## Data extract
********************

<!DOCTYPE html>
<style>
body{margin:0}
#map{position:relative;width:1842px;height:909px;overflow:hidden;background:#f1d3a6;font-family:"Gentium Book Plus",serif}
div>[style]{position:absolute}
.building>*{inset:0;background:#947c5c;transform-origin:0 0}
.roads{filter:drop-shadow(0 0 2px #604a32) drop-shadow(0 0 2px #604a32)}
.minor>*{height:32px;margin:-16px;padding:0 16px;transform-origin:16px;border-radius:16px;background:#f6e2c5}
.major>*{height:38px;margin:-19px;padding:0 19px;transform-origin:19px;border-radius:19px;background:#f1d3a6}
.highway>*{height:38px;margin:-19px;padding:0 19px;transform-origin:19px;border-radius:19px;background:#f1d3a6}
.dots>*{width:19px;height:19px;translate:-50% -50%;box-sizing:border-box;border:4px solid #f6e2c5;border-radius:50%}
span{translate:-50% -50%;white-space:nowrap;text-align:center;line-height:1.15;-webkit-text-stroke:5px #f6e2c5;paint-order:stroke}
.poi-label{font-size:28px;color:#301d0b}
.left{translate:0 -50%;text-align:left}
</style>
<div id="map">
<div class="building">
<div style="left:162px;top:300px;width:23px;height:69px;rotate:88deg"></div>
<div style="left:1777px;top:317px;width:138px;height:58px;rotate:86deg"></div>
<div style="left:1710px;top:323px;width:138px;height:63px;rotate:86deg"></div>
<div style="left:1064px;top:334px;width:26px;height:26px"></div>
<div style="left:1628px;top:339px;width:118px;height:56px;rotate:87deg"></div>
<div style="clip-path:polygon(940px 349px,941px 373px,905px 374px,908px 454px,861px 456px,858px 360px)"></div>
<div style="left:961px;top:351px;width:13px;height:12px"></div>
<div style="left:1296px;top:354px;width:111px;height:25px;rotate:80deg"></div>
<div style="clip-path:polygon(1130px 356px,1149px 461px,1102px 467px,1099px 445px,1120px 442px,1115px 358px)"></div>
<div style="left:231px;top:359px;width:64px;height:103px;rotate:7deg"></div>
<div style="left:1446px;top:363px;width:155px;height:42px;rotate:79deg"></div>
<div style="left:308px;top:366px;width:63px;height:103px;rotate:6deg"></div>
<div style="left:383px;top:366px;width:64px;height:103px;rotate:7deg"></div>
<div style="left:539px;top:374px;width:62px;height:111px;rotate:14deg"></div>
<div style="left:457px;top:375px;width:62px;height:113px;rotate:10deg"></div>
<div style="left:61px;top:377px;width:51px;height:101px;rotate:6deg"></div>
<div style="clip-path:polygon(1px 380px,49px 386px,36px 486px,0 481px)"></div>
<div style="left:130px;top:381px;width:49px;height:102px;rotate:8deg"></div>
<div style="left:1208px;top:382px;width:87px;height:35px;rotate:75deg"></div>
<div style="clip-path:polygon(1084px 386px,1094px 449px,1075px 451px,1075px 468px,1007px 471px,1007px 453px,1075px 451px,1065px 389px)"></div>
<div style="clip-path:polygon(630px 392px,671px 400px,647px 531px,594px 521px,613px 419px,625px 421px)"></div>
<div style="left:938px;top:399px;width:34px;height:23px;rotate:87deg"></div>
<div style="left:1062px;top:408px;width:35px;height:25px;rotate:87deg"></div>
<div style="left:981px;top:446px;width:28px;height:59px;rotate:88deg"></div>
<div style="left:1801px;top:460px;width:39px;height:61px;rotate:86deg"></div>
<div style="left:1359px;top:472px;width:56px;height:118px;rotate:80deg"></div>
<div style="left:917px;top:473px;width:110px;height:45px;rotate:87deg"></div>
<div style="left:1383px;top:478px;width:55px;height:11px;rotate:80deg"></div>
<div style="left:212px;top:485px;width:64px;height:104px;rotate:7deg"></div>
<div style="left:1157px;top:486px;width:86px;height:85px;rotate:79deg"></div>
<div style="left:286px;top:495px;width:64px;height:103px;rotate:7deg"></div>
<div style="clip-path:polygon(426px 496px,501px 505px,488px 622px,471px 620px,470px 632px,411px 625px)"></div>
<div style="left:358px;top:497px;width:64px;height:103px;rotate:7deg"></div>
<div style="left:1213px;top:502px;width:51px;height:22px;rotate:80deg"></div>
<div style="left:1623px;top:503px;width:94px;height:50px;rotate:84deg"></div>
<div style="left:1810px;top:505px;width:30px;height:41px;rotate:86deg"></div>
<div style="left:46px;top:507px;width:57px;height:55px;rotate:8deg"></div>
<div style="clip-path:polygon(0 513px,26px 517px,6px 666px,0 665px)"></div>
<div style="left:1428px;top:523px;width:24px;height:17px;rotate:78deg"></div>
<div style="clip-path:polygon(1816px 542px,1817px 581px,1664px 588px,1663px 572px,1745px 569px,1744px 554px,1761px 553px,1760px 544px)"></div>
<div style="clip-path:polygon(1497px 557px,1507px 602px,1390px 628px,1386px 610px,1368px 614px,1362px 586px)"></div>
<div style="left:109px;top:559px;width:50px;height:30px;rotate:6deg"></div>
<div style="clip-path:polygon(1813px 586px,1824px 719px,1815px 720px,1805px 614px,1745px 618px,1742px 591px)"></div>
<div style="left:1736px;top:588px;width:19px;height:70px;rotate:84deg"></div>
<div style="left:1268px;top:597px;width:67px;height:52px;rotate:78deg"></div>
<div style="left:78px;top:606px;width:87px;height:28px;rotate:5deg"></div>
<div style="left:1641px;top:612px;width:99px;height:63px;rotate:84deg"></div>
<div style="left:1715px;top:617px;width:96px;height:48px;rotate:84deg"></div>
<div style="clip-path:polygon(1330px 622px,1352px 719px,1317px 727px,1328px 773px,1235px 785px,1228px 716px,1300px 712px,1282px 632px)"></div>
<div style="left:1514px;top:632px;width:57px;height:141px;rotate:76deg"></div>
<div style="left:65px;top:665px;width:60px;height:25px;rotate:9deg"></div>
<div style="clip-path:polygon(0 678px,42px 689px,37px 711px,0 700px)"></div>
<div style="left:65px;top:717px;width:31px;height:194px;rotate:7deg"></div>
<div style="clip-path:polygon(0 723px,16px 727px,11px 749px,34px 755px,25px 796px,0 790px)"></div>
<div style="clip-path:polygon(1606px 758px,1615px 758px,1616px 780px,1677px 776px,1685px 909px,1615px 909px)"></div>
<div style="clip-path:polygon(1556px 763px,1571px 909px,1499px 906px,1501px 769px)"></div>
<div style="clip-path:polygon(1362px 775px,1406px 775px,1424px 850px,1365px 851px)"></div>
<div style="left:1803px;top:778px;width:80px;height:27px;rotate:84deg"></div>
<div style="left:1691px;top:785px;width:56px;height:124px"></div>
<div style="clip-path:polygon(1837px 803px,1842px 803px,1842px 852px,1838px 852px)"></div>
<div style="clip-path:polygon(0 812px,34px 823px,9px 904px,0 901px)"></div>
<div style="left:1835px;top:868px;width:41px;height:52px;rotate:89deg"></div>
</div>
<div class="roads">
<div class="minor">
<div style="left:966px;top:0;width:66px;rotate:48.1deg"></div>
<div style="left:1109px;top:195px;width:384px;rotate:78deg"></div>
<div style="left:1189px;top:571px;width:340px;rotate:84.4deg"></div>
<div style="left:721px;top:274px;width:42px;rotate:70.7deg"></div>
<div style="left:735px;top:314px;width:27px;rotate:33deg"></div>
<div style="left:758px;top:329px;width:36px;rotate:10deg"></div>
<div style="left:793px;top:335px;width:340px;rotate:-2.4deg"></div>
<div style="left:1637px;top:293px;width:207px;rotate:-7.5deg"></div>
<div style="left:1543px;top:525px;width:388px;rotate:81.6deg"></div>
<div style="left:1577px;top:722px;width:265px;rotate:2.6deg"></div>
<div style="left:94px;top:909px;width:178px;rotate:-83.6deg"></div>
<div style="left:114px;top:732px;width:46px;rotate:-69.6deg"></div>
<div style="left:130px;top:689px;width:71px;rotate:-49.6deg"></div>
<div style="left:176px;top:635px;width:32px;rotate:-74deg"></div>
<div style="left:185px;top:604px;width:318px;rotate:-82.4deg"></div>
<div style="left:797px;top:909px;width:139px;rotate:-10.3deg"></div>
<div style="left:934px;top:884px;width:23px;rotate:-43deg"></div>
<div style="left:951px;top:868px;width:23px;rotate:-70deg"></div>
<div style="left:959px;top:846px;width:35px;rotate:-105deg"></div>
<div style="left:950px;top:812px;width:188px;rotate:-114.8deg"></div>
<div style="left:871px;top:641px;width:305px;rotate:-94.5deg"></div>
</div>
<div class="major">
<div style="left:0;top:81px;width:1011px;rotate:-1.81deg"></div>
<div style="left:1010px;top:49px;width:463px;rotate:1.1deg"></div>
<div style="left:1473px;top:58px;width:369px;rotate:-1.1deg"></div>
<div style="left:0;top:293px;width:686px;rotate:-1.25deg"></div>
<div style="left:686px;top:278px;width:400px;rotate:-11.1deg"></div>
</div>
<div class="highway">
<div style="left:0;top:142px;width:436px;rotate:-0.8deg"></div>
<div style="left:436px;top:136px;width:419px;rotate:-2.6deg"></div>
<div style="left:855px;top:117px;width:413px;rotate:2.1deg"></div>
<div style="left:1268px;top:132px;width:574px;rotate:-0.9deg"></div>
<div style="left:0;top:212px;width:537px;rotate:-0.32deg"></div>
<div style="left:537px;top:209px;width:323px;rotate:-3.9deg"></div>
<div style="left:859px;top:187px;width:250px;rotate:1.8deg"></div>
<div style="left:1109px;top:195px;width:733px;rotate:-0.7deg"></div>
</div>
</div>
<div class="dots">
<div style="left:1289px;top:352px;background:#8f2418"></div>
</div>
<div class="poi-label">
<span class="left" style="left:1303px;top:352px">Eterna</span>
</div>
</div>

********************

## What needs to be done
Your answer should be a single number: the tally of lines in the entries that include the word "radius".

## Solved problem
4